**ABOUT THIS TASK**.
So that the copy stays text only, transcribe the data below exactly and exclude the images.

┌─ MATERIAL FOR THIS EXERCISE

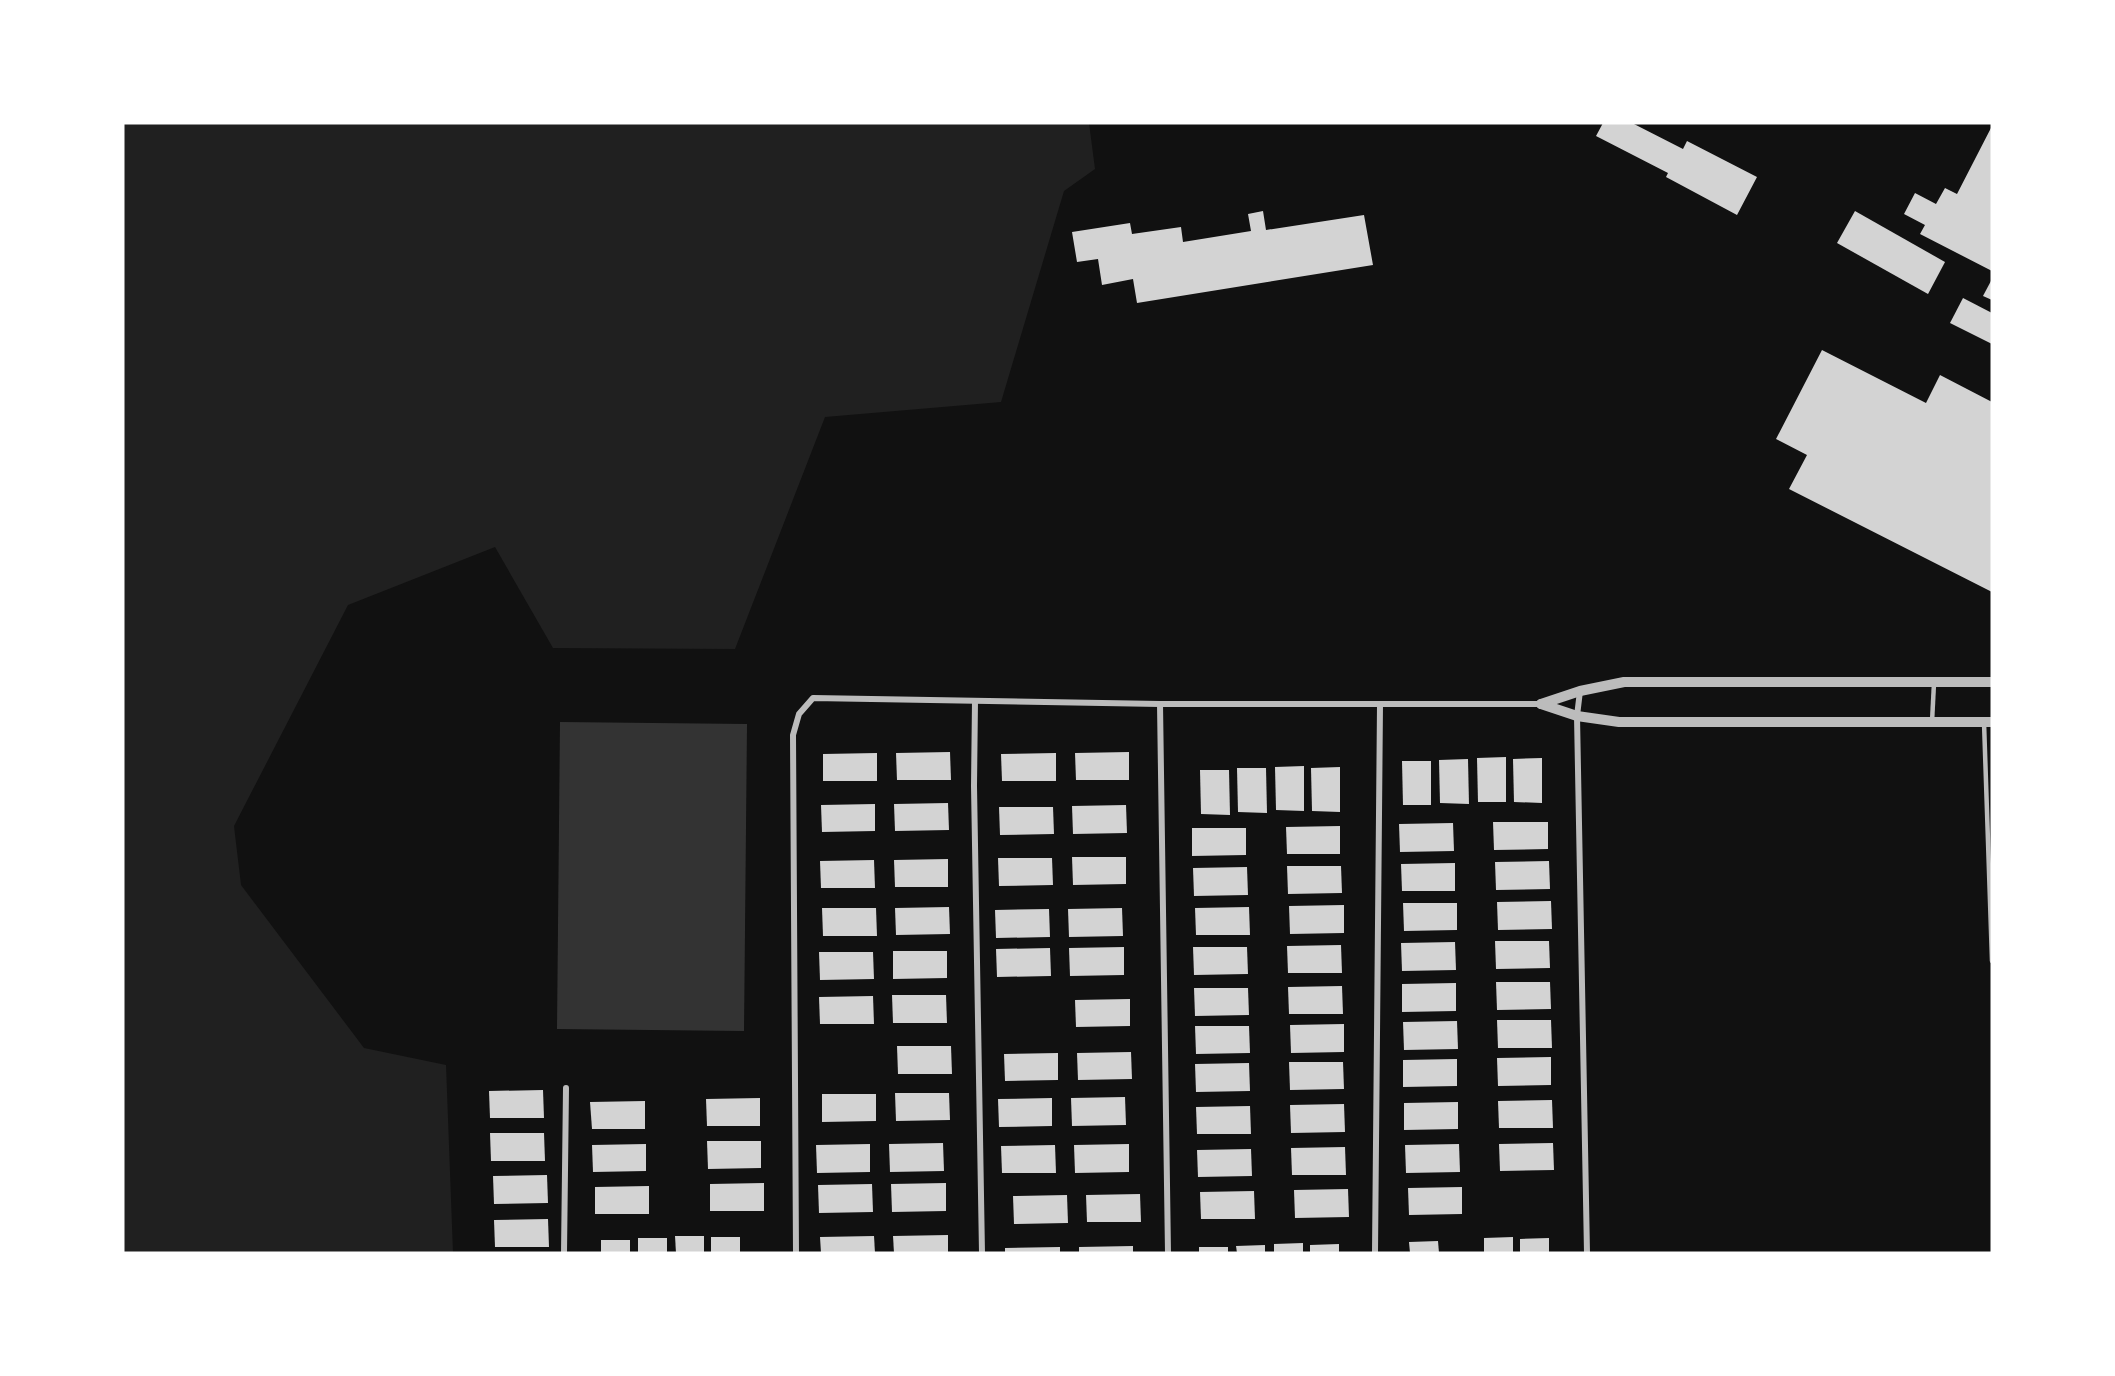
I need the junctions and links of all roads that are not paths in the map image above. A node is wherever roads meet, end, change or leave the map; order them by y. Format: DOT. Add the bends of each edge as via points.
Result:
graph roads {
  1 [pos="1934,682"];
  2 [pos="1992,682"];
  3 [pos="1580,691"];
  4 [pos="975,701"];
  5 [pos="1160,704"];
  6 [pos="1541,704"];
  7 [pos="1380,705"];
  8 [pos="1577,716"];
  9 [pos="1932,722"];
  10 [pos="1988,722"];
  11 [pos="1992,961"];
  12 [pos="566,1088"];
  13 [pos="564,1253"];
  14 [pos="796,1253"];
  15 [pos="982,1253"];
  16 [pos="1168,1253"];
  17 [pos="1376,1253"];
  18 [pos="1587,1253"];
  1 -- 2 [label="street"];
  1 -- 3 [label="street" via="1624,682"];
  1 -- 9 [label="lane"];
  3 -- 6 [label="street"];
  3 -- 8 [label="street"];
  4 -- 5 [label="street"];
  4 -- 14 [label="street" via="813,698 799,714 793,735"];
  4 -- 15 [label="street"];
  5 -- 7 [label="street"];
  5 -- 16 [label="street"];
  6 -- 7 [label="street"];
  6 -- 8 [label="street"];
  7 -- 17 [label="street"];
  8 -- 9 [label="street" via="1619,722"];
  8 -- 18 [label="street"];
  9 -- 10 [label="street"];
  10 -- 11 [label="lane"];
  12 -- 13 [label="street"];
}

└─

**EXERCISE RESULT**.
I need the junctions and links of all roads that are not paths in the map image above. A node is wherever roads meet, end, change or leave the map; order them by y. Format: DOT. Add the bends of each edge as via points.
Result:
graph roads {
  1 [pos="1934,682"];
  2 [pos="1992,682"];
  3 [pos="1580,691"];
  4 [pos="975,701"];
  5 [pos="1160,704"];
  6 [pos="1541,704"];
  7 [pos="1380,705"];
  8 [pos="1577,716"];
  9 [pos="1932,722"];
  10 [pos="1988,722"];
  11 [pos="1992,961"];
  12 [pos="566,1088"];
  13 [pos="564,1253"];
  14 [pos="796,1253"];
  15 [pos="982,1253"];
  16 [pos="1168,1253"];
  17 [pos="1376,1253"];
  18 [pos="1587,1253"];
  1 -- 2 [label="street"];
  1 -- 3 [label="street" via="1624,682"];
  1 -- 9 [label="lane"];
  3 -- 6 [label="street"];
  3 -- 8 [label="street"];
  4 -- 5 [label="street"];
  4 -- 14 [label="street" via="813,698 799,714 793,735"];
  4 -- 15 [label="street"];
  5 -- 7 [label="street"];
  5 -- 16 [label="street"];
  6 -- 7 [label="street"];
  6 -- 8 [label="street"];
  7 -- 17 [label="street"];
  8 -- 9 [label="street" via="1619,722"];
  8 -- 18 [label="street"];
  9 -- 10 [label="street"];
  10 -- 11 [label="lane"];
  12 -- 13 [label="street"];
}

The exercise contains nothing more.